Exercise instructions:
Pictures aside, repeat all the entries below exactly as they appear.

Collected data entries:
------------------------------------------------

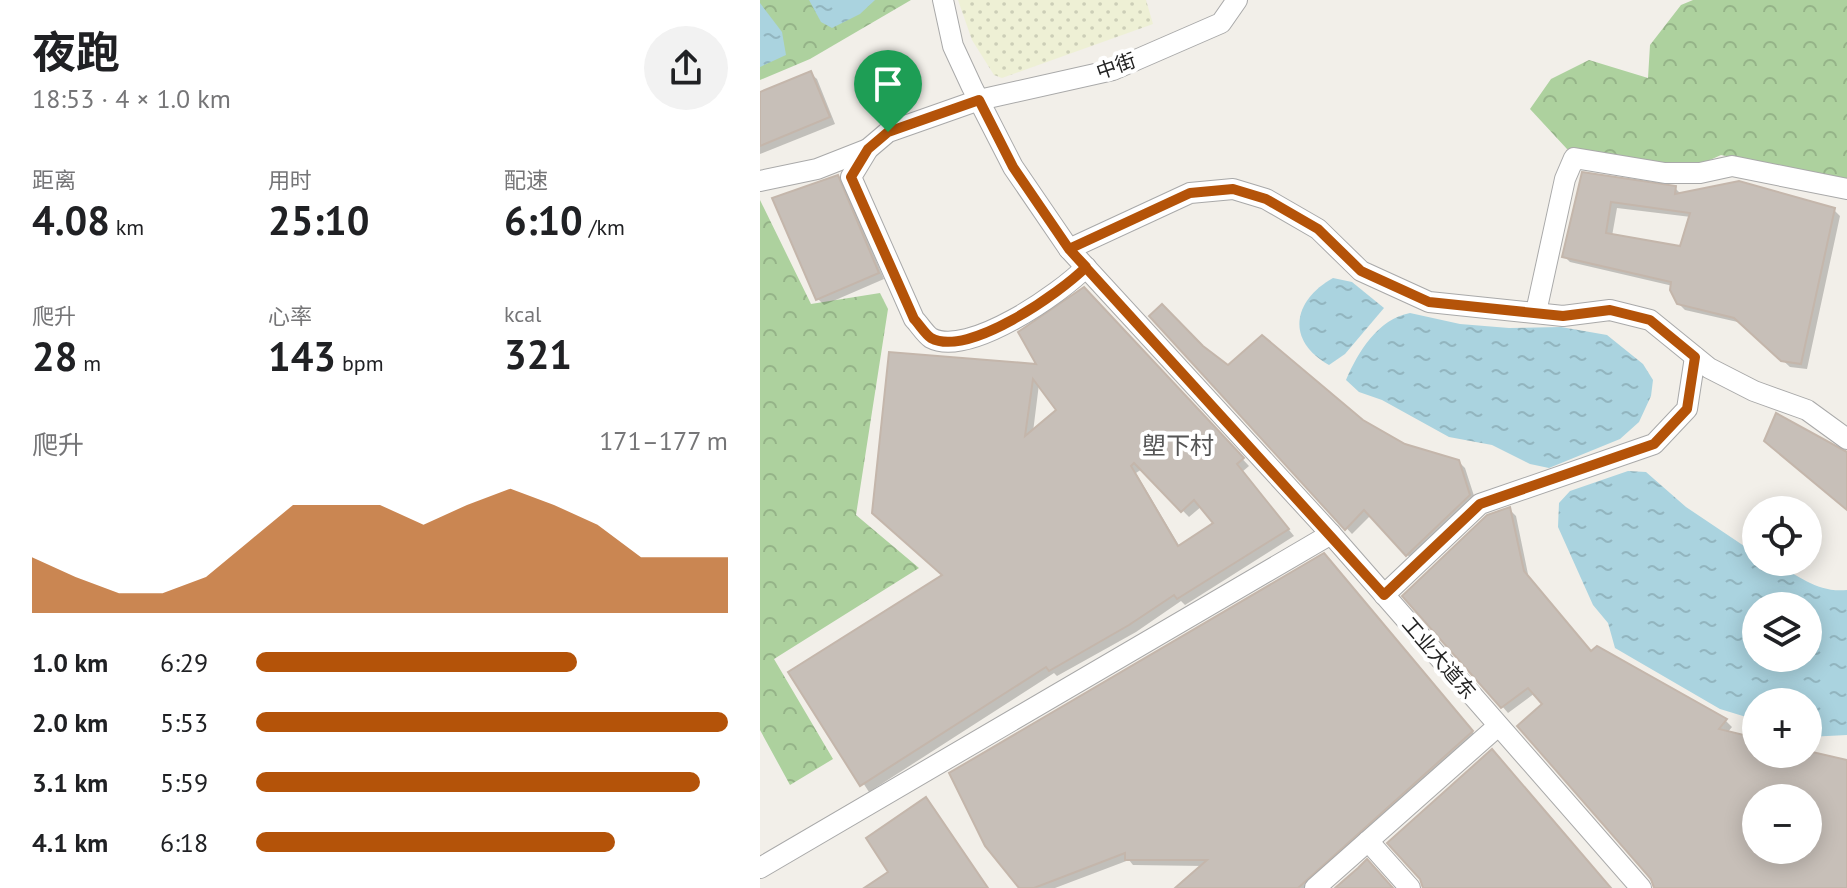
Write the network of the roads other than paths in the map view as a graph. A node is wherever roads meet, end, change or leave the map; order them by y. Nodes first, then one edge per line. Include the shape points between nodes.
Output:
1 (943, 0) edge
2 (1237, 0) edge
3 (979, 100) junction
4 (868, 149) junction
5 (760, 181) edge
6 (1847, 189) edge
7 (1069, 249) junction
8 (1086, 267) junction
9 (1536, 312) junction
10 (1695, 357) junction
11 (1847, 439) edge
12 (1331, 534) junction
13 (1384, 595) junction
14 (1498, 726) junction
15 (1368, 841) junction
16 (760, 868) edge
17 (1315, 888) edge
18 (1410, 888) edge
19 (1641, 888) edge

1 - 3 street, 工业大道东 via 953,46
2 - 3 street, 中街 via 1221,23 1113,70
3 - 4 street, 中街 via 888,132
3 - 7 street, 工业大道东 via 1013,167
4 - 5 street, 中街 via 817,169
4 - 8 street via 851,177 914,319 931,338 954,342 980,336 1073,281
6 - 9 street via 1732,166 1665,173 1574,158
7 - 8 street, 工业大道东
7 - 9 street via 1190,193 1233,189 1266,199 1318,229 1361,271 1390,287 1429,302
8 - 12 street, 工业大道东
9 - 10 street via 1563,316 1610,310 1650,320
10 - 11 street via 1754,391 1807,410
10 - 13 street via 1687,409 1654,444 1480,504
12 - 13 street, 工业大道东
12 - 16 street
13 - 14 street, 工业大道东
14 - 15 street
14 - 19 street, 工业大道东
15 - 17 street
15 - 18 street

------------------------------------------------

Task solution:
Write the network of the roads other than paths in the map view as a graph. A node is wherever roads meet, end, change or leave the map; order them by y. Nodes first, then one edge per line. Include the shape points between nodes.
Output:
1 (943, 0) edge
2 (1237, 0) edge
3 (979, 100) junction
4 (868, 149) junction
5 (760, 181) edge
6 (1847, 189) edge
7 (1069, 249) junction
8 (1086, 267) junction
9 (1536, 312) junction
10 (1695, 357) junction
11 (1847, 439) edge
12 (1331, 534) junction
13 (1384, 595) junction
14 (1498, 726) junction
15 (1368, 841) junction
16 (760, 868) edge
17 (1315, 888) edge
18 (1410, 888) edge
19 (1641, 888) edge

1 - 3 street, 工业大道东 via 953,46
2 - 3 street, 中街 via 1221,23 1113,70
3 - 4 street, 中街 via 888,132
3 - 7 street, 工业大道东 via 1013,167
4 - 5 street, 中街 via 817,169
4 - 8 street via 851,177 914,319 931,338 954,342 980,336 1073,281
6 - 9 street via 1732,166 1665,173 1574,158
7 - 8 street, 工业大道东
7 - 9 street via 1190,193 1233,189 1266,199 1318,229 1361,271 1390,287 1429,302
8 - 12 street, 工业大道东
9 - 10 street via 1563,316 1610,310 1650,320
10 - 11 street via 1754,391 1807,410
10 - 13 street via 1687,409 1654,444 1480,504
12 - 13 street, 工业大道东
12 - 16 street
13 - 14 street, 工业大道东
14 - 15 street
14 - 19 street, 工业大道东
15 - 17 street
15 - 18 street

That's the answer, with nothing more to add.